## Activity
In the listing below, find the line containing "Serialize what can be read in the street" and the line containing "Transcribe the names and structure of this". Repeat exactly those two lines and every line between them.

## Input data
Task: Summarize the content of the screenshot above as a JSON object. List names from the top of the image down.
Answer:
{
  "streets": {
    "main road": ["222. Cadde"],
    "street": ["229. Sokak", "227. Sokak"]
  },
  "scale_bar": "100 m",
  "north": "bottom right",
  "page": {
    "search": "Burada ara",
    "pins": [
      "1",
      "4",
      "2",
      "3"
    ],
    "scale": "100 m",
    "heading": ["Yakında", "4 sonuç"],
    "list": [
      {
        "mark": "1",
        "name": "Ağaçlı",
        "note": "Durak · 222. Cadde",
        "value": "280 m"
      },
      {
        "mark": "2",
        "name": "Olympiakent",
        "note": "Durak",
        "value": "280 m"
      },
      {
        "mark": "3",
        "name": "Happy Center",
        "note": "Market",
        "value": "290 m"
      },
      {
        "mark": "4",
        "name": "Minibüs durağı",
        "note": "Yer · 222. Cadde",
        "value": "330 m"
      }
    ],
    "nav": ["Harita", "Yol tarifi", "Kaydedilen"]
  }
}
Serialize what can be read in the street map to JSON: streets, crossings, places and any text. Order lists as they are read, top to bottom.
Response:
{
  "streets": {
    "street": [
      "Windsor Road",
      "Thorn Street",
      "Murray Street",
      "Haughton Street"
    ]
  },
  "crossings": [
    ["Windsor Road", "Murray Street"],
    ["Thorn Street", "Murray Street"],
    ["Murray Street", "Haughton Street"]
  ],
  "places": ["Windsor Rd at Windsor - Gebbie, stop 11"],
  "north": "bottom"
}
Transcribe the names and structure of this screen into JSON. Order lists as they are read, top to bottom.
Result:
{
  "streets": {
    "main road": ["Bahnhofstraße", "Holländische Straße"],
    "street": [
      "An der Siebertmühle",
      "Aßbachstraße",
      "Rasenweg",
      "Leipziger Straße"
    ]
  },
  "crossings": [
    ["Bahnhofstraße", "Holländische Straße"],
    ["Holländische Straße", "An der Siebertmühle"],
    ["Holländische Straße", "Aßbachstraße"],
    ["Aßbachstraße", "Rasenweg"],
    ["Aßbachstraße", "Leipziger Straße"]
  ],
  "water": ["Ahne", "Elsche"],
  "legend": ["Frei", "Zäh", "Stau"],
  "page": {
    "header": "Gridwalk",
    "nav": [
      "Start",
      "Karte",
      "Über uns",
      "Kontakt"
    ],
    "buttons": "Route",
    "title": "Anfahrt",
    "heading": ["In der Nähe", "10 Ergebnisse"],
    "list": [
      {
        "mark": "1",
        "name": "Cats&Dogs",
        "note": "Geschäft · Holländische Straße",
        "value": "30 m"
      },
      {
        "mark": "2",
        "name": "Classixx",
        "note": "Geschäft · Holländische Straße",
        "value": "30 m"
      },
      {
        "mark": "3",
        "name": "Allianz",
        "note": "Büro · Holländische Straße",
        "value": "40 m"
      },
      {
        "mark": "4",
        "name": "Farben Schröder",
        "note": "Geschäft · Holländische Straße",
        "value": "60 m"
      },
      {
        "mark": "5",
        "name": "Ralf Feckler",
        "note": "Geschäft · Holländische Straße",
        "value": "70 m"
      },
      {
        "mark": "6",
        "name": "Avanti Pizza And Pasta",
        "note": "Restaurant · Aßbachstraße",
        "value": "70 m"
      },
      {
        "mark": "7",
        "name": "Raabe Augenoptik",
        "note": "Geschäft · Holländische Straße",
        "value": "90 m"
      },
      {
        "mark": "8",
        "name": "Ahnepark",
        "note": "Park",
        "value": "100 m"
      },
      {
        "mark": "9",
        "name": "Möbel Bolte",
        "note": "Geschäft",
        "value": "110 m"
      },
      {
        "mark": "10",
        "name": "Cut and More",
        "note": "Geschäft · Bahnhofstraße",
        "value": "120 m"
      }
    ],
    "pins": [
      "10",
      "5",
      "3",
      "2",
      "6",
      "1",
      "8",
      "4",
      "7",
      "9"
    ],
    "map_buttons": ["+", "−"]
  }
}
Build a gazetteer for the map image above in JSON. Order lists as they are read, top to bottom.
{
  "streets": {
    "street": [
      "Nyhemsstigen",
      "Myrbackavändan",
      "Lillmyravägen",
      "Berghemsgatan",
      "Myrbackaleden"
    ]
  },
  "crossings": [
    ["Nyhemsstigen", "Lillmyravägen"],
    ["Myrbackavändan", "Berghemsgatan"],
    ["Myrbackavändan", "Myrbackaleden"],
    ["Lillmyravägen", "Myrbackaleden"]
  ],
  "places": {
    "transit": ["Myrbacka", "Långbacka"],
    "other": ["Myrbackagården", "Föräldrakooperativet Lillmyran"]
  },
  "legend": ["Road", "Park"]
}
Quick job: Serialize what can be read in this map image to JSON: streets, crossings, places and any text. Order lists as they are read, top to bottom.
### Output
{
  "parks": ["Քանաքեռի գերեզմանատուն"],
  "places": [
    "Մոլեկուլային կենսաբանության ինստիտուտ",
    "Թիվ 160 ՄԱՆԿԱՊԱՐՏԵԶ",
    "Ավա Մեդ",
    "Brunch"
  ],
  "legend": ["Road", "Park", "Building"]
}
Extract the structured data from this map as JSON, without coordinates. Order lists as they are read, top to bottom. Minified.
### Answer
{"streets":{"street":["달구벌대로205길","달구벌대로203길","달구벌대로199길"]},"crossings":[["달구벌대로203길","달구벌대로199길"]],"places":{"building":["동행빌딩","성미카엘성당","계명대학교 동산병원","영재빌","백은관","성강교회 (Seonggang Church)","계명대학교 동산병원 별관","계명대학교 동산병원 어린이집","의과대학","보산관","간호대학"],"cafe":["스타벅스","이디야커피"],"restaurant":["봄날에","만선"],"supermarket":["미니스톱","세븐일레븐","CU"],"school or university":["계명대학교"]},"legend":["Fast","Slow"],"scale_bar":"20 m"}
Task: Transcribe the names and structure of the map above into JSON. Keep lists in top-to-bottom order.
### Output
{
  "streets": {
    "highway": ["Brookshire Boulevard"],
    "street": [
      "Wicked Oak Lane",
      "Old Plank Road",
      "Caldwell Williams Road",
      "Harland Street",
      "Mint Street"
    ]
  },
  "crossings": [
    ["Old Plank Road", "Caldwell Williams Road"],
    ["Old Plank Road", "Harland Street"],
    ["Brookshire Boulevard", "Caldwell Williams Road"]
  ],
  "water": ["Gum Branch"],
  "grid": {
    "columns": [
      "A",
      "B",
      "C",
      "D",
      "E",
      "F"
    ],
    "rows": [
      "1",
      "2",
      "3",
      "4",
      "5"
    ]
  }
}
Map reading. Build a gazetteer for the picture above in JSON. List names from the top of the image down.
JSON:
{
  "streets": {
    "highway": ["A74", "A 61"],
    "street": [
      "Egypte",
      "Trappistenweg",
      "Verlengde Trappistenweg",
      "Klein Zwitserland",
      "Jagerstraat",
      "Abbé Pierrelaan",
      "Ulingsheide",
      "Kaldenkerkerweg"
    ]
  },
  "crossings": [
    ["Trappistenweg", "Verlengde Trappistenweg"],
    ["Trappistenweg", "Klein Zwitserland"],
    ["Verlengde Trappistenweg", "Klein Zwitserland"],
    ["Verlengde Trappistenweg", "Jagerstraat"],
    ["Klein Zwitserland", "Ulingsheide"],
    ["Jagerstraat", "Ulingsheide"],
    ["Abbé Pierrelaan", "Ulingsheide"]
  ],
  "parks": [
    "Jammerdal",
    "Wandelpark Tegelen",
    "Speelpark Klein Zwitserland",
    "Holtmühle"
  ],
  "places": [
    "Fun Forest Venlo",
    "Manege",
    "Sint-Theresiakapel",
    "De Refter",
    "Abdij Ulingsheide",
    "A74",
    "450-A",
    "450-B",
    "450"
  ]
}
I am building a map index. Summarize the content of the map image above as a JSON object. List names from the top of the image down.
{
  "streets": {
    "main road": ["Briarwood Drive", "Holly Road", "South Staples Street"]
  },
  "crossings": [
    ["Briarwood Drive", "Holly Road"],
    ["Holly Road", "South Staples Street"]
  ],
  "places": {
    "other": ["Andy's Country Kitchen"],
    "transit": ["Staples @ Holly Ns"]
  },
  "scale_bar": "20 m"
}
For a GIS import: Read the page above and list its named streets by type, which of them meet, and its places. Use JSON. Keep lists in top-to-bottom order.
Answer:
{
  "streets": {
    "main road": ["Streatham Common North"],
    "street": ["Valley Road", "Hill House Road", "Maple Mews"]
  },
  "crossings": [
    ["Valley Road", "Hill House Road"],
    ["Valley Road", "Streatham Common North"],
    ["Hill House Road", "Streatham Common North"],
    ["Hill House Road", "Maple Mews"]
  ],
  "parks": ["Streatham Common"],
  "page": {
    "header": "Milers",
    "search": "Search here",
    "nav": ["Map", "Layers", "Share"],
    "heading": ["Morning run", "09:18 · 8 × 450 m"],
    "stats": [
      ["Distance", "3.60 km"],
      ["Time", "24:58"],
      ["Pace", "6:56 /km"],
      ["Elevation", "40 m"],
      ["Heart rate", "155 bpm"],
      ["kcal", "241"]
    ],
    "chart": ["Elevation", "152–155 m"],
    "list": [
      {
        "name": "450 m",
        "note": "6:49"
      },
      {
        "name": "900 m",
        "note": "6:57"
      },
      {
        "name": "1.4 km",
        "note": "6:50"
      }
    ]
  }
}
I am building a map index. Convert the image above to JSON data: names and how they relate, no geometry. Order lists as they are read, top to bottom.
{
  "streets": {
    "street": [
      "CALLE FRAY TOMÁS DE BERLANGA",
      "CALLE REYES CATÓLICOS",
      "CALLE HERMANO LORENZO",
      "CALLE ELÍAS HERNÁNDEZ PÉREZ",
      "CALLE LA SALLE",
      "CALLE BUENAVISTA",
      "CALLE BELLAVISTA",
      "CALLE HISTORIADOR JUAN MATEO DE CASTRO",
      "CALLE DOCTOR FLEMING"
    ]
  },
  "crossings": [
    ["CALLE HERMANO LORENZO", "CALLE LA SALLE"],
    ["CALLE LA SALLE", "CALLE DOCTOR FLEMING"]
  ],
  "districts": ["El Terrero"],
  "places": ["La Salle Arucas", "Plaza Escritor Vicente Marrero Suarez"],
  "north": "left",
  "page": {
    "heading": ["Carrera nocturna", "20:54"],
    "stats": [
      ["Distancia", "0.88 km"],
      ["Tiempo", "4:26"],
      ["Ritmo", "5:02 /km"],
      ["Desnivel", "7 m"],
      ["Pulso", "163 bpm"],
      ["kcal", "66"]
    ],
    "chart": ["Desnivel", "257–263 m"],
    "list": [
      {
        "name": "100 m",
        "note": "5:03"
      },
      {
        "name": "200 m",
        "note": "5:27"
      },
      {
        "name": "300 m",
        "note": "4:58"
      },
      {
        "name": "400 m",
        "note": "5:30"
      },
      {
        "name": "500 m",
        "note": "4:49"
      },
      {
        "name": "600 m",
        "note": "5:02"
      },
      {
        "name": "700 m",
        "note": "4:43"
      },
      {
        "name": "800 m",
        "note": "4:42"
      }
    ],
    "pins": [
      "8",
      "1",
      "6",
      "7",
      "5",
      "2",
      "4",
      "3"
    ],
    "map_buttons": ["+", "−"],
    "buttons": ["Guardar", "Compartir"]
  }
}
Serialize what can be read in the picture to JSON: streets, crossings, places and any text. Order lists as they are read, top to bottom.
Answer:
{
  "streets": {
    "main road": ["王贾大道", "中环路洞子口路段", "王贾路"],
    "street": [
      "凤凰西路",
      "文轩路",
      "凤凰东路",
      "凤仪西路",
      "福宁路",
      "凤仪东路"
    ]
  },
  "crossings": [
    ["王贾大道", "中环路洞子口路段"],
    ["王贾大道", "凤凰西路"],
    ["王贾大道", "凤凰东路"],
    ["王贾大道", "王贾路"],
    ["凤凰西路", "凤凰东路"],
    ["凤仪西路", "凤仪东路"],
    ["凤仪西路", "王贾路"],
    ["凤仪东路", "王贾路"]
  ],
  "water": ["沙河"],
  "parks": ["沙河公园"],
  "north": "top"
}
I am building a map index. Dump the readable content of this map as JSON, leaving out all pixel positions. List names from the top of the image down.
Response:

## Written answer
Serialize what can be read in the street map to JSON: streets, crossings, places and any text. Order lists as they are read, top to bottom.
Response:
{
  "streets": {
    "street": [
      "Windsor Road",
      "Thorn Street",
      "Murray Street",
      "Haughton Street"
    ]
  },
  "crossings": [
    ["Windsor Road", "Murray Street"],
    ["Thorn Street", "Murray Street"],
    ["Murray Street", "Haughton Street"]
  ],
  "places": ["Windsor Rd at Windsor - Gebbie, stop 11"],
  "north": "bottom"
}
Transcribe the names and structure of this screen into JSON. Order lists as they are read, top to bottom.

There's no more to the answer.